The bill also addresses same-sex parentage, which serves as the focus of the Alliance Defending Freedom’s memo.
“If a woman in a lesbian marriage gives birth to a child, it is not presumed that the child’s parent is also the child’s mother,” the memo states. “That is biologically impossible. A child can have only one mother. But the proposed Wyoming law rejects this presumption.
The memo misunderstands the legal definition of parenting, which refers to a caregiving relationship, Connolly said. Examples of non-biological parents Connolly’s legislation would protect are same-sex couples and both adoptive parents and stepparents.
“In the memo, there is this repeated emphasis on the biological and that children should be brought up by biological mothers and fathers only,” she said. “That gives me great concern when it comes to adoptive families. That road is not a road we want to go down.”
Though the memo argues “the state has an interest in encouraging children to be raised in the most stable homes with their biological mother and father,” Connolly said the memo’s author either misunderstood or misrepresented the law.
“The reality is our statutes, like every other state, are not written that way,” Connolly said. “Our statutes privilege the marriage relationship when it comes to children and the presumption is that the child that’s born to a wife has a father that is her husband. There is no test to see if the husband is actually the child’s father.”
This “presumption of parentage” extends to homosexual and other relationships wherein the mother’s spouse is not a newborn child’s biological father.
“Our statutes, like everyone else’s, are written to understand that that relationship is about care-giving of parents to children,” she said. “(The memo) negates the reality of stepparents stepping up and it negates the reality of same-sex families and couples.”
Connolly prepared rebuttals to the arguments made in the memo ahead of the meeting in Sundance. She said she expected the memo’s author — given as Matt Sharp, senior counsel — to make an appearance.
Instead, members of the public turned out, making social, rather than legal, arguments.
Furphy said he changed his vote in part because of the constituents who called him to complain after he initially supported the bill.
“I struggled a lot over this issue,” he said. “I spent a couple of sleepless nights considering it and so, it was not just a reaction to those who testified in Sundance. My decision was made before the meeting, based on the input I received.”
Furphy added he could not say whether he would support a similar bill in the future, even if it was written differently.

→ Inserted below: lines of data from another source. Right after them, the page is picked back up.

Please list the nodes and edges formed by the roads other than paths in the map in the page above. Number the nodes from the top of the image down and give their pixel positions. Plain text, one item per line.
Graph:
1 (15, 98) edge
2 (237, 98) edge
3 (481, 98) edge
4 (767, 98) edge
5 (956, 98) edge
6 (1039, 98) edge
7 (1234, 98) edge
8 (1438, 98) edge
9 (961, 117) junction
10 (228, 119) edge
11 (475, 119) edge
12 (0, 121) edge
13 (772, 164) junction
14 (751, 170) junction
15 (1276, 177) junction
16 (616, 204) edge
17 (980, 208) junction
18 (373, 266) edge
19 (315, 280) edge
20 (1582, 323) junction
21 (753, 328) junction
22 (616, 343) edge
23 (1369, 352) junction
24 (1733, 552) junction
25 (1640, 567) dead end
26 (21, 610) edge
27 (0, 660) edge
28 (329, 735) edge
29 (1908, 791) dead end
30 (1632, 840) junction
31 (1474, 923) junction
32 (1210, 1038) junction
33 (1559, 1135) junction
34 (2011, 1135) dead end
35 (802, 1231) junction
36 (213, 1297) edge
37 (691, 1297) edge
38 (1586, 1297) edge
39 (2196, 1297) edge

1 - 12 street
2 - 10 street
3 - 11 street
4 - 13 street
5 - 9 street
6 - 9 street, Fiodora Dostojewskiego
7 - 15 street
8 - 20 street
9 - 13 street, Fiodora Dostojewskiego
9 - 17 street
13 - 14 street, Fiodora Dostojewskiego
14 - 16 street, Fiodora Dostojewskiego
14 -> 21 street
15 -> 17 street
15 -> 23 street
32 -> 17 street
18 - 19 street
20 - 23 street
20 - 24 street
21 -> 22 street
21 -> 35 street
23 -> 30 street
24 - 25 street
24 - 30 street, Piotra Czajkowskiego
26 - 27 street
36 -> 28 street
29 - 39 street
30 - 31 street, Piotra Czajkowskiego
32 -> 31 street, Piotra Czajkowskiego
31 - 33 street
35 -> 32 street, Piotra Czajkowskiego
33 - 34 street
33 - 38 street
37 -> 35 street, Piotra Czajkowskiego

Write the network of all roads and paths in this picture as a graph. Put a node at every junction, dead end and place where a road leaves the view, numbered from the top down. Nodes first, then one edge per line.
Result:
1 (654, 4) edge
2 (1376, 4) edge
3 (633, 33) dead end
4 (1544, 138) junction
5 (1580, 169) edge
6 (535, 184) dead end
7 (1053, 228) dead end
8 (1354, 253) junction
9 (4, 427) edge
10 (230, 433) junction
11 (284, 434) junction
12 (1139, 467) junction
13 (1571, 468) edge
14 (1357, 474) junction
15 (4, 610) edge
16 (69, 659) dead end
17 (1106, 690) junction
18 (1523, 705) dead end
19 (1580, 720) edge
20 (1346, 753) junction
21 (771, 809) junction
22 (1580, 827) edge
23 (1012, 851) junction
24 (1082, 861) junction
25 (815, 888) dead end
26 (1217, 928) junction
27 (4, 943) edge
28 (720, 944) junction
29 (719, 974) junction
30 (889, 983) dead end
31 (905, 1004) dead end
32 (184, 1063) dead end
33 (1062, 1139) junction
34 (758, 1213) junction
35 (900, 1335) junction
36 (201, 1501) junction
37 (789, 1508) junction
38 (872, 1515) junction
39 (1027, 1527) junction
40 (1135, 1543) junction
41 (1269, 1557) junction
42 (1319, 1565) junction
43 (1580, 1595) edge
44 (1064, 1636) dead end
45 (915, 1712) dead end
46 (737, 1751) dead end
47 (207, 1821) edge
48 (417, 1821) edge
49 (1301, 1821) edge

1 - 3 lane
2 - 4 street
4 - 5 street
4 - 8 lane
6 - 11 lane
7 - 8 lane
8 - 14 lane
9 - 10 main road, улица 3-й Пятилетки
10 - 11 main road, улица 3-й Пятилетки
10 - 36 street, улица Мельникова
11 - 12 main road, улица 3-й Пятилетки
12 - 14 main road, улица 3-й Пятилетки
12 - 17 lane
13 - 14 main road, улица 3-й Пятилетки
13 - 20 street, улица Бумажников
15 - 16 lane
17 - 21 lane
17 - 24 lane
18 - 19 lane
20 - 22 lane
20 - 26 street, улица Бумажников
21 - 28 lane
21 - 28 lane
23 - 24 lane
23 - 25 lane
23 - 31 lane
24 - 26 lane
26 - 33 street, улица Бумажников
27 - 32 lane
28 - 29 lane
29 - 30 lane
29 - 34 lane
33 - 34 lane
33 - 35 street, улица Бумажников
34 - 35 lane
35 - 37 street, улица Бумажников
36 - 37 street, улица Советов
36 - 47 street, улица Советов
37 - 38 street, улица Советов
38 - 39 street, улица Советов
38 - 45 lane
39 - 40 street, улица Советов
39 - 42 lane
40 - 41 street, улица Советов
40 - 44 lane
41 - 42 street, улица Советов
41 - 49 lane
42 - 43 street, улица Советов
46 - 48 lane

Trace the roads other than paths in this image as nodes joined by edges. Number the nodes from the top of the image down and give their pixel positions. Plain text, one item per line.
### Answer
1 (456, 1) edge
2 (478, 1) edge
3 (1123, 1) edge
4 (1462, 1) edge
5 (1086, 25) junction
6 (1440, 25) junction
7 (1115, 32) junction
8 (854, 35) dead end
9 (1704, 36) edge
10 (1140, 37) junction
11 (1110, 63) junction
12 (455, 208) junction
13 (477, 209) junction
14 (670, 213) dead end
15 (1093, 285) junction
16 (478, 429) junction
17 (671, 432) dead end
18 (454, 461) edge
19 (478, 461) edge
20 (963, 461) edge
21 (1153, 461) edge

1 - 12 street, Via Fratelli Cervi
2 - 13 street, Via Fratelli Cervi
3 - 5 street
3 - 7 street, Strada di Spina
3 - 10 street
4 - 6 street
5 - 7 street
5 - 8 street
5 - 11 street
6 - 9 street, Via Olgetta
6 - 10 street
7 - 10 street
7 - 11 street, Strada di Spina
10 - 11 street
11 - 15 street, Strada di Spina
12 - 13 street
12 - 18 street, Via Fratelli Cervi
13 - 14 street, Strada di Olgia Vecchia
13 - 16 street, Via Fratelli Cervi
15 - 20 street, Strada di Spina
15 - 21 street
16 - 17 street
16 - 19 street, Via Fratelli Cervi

“I can’t say at this point until I know further,” he said. “Once again, I’m representing my constituents.”
The memo argues Wyoming is not required to update its laws to reflect the U.S. Supreme Court’s decision in Obergefell v. Hodges, which legalized same-sex marriage across the U.S. in 2015.
But Connolly said making Wyoming state statutes accurate is the Legislature’s responsibility.
“We have an obligation to make our statutes meaningful for our state-wide constituents,” she said. “They should reflect the law. Right now, our statutes don’t reflect the law.”